Information provided |

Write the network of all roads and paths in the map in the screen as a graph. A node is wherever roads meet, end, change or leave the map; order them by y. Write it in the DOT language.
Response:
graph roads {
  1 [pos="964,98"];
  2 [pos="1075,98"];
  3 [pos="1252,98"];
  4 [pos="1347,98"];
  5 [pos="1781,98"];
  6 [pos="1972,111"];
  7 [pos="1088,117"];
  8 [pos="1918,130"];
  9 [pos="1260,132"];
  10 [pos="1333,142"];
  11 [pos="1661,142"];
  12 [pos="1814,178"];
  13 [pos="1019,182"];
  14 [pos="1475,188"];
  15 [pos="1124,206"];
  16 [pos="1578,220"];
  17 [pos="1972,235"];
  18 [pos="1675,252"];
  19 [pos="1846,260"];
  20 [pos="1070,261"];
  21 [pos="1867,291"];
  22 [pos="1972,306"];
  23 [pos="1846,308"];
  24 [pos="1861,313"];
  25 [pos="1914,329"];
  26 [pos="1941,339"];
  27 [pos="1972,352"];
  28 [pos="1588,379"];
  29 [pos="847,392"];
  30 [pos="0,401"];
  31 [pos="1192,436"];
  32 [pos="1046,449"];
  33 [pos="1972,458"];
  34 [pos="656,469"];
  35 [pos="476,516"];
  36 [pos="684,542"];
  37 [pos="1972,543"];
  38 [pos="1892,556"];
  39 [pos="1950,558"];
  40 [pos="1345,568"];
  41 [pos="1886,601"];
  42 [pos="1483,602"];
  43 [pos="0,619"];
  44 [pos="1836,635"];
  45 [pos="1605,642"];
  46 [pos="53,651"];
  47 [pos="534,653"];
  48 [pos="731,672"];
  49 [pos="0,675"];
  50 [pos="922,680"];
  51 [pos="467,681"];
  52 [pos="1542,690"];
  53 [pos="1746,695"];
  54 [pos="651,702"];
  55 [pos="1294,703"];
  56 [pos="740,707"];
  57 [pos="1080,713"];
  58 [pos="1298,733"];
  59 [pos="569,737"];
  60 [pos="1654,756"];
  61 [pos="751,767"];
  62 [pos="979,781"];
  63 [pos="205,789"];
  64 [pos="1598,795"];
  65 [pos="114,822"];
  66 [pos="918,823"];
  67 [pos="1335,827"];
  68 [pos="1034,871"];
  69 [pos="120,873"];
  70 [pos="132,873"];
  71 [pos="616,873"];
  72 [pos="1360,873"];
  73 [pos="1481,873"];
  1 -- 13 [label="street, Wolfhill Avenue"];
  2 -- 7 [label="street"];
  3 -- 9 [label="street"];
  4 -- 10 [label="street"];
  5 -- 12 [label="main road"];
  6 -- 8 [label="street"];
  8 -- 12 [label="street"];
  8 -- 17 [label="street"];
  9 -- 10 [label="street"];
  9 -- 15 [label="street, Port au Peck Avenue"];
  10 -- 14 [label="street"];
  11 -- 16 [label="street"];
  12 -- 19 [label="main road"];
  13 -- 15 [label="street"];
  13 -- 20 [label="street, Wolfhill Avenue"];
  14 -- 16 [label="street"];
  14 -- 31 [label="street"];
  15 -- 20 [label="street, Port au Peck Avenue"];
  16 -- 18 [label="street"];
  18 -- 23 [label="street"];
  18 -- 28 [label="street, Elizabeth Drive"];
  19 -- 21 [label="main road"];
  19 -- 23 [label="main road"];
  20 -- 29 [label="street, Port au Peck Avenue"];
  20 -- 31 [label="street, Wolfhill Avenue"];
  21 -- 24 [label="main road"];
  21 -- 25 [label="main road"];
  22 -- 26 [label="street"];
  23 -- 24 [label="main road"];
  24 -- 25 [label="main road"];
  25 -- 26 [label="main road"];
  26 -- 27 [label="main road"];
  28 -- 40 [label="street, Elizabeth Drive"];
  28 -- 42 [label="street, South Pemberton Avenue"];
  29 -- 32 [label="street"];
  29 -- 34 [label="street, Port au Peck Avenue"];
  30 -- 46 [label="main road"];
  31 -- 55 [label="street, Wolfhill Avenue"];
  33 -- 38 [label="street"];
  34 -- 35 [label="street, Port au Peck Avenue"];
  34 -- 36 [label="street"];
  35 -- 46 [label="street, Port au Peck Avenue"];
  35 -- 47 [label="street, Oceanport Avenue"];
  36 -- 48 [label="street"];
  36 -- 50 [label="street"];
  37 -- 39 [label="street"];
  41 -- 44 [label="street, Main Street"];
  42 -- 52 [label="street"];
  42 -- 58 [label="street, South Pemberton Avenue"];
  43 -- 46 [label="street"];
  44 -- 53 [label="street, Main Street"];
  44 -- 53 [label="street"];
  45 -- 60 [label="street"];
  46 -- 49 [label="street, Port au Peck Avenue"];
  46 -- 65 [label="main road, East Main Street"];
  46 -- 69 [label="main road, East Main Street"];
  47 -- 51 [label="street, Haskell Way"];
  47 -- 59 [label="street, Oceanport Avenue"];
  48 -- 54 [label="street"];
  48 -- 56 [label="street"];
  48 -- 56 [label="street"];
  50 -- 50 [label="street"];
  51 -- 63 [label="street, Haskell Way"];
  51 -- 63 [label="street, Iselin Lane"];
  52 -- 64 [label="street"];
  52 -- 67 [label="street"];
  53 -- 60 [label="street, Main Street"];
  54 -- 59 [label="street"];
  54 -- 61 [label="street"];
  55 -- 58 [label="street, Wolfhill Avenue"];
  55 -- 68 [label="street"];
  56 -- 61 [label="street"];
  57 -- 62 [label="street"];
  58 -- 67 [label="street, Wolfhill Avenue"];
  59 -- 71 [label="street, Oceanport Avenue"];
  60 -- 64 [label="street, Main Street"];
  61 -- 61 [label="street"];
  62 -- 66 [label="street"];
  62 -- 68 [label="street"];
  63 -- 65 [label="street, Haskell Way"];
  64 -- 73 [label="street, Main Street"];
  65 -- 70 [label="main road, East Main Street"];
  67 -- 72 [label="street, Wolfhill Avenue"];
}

Description of the task | Line count for "Pemberton": give the number of lines in the data above that include it, and nothing else.

Answer area | 2